Le comédien et la chorégraphe qui dirigent le spectacle sont enfin là. On est tous assis sur la scène et on les écoute. Aujourd'hui, c'est le filage. Derniers réglages, derniers changements, la pression commence à monter. On encaisse les critiques sans broncher, on essaie de s'améliorer, on est à fond. Je suis à fond. J'aime mon rôle. Je n'ai que quelques phrases, mais je les dis avec les trippes. Dans quelques instants, c'est à nous. La pièce des autres est sur le point de se terminer. Je me concentre et je fais le vide dans ma tête. Noir. On entre lentement en scène. La lumière nous aveugle. On avance sur la scène, on pose le texte, on joue, on n'est plus nous mêmes, on devient nos personnages. C'est presque terminé. Je suis allongée par terre et j'ai des frissons. La musique s'arrête. Noir. On sort de scène en courant pour laisser la place aux autres. Première répétition, je me sens complètement vidée.
Une fois changée, mais pas tout à fait remise de mes émotions, une fille me demande : « Tu peux aller voir dans les loges si tu trouves mon costume ? Tu vois lequel c'est ? La longue veste noire. » Bien sûr. Elle me répond que c'est adorable et je me dirige vers les escaliers qui montent aux loges. Je suis encore dans un état second après avoir joué ma scène.
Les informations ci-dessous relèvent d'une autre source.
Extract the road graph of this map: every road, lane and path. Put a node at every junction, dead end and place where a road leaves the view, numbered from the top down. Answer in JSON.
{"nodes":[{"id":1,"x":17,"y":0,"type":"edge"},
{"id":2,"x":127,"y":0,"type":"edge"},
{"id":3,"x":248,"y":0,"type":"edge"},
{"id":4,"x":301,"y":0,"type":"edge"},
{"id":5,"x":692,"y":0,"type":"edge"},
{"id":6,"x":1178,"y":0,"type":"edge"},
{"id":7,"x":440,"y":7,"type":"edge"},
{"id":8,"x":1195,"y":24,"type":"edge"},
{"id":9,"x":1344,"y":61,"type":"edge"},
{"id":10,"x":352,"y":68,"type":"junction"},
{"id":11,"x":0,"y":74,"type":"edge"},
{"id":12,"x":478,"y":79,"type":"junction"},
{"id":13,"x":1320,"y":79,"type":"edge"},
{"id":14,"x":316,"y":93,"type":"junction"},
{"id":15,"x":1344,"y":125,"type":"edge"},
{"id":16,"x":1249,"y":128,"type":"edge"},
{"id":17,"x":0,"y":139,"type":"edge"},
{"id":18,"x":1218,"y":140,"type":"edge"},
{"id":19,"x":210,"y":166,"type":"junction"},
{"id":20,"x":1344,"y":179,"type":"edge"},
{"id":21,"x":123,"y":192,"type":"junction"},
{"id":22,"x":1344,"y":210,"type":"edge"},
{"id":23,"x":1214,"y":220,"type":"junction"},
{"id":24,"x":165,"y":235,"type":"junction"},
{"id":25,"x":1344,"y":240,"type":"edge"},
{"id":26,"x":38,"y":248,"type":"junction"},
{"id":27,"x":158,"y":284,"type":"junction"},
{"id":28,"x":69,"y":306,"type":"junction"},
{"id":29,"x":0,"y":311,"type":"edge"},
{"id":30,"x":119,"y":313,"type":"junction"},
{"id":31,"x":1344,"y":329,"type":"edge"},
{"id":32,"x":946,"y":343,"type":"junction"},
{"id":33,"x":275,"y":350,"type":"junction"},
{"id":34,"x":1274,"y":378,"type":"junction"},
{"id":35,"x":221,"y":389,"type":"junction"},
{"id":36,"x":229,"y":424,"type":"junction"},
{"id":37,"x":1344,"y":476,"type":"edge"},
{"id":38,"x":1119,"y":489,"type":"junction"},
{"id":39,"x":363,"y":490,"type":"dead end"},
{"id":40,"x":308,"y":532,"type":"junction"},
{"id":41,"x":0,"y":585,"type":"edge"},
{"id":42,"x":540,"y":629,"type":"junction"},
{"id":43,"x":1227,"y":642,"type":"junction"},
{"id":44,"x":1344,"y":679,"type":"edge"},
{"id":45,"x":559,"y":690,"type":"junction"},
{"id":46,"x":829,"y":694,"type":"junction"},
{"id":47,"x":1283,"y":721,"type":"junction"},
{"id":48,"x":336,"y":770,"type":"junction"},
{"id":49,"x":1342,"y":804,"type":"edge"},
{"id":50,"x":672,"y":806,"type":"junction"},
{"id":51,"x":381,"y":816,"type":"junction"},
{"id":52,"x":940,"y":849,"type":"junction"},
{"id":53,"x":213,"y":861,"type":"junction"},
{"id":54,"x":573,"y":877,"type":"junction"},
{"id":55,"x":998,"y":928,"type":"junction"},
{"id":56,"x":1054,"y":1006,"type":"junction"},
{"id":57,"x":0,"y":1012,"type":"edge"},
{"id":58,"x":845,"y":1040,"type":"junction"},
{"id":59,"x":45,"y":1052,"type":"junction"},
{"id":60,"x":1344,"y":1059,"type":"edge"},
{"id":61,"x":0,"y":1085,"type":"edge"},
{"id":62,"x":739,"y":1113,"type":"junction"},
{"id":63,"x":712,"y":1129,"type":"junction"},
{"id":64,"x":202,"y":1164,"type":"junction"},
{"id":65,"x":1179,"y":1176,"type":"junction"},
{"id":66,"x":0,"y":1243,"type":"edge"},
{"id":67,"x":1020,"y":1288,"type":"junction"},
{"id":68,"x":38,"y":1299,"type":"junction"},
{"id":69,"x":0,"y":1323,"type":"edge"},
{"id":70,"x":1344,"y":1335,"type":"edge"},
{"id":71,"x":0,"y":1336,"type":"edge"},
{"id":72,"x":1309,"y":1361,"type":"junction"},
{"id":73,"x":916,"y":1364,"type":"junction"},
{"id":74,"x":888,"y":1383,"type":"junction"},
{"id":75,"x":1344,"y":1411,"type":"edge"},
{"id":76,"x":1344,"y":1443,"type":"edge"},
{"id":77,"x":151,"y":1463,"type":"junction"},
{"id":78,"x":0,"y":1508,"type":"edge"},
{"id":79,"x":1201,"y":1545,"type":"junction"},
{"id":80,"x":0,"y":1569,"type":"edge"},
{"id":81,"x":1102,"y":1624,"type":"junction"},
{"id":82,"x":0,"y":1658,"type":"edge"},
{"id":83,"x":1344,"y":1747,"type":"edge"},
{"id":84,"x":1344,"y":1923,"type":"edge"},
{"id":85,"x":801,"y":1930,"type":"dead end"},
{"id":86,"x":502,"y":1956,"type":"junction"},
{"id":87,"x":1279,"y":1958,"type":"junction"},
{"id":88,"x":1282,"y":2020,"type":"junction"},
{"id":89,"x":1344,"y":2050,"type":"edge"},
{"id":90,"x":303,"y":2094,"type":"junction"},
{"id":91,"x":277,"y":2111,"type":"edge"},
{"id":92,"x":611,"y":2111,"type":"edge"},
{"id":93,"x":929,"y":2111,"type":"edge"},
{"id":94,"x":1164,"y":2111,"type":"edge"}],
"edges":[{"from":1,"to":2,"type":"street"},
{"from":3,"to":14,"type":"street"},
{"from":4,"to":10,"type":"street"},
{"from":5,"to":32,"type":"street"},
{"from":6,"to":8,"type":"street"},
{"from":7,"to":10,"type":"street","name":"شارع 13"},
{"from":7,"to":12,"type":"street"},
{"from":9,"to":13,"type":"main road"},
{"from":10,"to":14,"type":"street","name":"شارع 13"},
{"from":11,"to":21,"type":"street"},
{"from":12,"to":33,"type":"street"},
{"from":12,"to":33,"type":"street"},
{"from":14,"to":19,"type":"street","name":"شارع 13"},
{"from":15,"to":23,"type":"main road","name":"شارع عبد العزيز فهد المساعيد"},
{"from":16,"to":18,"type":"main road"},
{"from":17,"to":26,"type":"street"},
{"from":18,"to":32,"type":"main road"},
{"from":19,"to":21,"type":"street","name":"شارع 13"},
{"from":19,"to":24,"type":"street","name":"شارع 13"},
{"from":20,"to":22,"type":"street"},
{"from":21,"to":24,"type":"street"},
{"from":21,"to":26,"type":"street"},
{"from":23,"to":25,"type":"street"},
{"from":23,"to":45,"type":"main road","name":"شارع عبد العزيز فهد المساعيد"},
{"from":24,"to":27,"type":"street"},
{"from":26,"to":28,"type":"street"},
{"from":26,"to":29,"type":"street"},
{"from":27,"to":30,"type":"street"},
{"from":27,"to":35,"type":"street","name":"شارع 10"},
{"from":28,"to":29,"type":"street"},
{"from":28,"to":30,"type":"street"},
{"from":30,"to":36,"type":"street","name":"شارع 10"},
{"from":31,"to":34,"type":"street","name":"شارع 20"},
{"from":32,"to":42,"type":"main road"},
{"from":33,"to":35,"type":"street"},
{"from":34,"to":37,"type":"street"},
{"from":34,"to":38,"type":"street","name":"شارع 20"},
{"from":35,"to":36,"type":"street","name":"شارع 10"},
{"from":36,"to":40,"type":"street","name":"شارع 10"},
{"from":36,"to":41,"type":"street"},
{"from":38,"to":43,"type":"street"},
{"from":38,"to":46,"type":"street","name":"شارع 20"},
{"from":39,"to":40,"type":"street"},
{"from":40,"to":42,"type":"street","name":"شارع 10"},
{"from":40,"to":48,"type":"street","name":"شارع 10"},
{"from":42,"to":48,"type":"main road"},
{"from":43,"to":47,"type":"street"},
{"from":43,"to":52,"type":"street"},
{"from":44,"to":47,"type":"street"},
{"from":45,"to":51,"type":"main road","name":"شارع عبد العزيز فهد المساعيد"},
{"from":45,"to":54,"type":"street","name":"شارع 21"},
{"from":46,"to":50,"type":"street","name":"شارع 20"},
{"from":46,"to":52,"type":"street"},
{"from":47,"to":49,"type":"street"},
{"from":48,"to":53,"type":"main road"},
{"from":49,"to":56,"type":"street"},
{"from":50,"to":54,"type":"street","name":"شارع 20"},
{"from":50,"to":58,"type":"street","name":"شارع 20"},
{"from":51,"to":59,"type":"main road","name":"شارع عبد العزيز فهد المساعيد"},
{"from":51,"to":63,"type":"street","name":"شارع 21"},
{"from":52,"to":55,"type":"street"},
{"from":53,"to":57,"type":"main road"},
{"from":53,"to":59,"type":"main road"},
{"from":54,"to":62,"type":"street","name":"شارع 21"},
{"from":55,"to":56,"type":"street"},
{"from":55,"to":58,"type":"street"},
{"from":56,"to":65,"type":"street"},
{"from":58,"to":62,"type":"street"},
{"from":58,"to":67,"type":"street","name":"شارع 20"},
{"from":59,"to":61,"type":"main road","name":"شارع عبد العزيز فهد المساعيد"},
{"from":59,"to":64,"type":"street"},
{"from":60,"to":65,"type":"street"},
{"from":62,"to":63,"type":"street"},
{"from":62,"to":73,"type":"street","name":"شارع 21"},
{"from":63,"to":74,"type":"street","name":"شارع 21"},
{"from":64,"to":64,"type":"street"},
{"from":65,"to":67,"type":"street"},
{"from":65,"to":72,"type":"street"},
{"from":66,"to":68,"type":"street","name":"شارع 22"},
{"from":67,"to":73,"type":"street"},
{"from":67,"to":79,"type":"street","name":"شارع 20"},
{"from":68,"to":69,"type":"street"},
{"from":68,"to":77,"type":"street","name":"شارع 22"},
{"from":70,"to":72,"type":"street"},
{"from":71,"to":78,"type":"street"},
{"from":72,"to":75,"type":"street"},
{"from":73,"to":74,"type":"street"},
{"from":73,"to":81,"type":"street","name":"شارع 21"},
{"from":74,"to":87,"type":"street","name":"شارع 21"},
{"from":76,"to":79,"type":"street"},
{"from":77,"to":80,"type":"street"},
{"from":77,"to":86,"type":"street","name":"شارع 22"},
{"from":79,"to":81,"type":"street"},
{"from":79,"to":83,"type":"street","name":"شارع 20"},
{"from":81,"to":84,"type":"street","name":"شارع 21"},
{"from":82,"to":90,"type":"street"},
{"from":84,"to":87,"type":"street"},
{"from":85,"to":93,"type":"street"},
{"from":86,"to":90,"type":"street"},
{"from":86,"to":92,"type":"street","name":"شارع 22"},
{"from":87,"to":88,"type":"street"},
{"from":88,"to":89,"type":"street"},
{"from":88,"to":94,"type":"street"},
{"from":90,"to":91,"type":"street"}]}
Je pousse les portes des loges, recherchant mécaniquement son costume que je ne trouve pas. Dans l'avant dernière loge, sa veste est posée sur une chaise. Je m'en empare et je me dirige vers la porte quand dans le miroir, je le vois. Un garçon qui a la tête entre les mains, comme si elle allait exploser. Je me retourne et je demande simplement : « Tu vas bien ? » Il relève la tête et me regarde. C'est la première fois qu'on me regarde avec autant d'intensité. Ses yeux bruns, presque noirs se plongent dans les miens. Un frisson me parcourt lentement. Il doit avoir mon âge, mais pas plus. Ses cheveux sont tout ébouriffés, ce qui lui donne l'air gentil. Habillé en costar cravate, il ne s'est pas changé depuis sa scène. Je le regarde sans pouvoir définir ce que je ressens. Il dit simplement : « Referme la porte. » Je ne sais pas si je dois rester à l'intérieur de la loge ou sortir. J'ai envie de rester, de m'assoir à côté de lui et de poser ma main sur son épaule, mais je ne le fais pas et je finis par le laisser seul.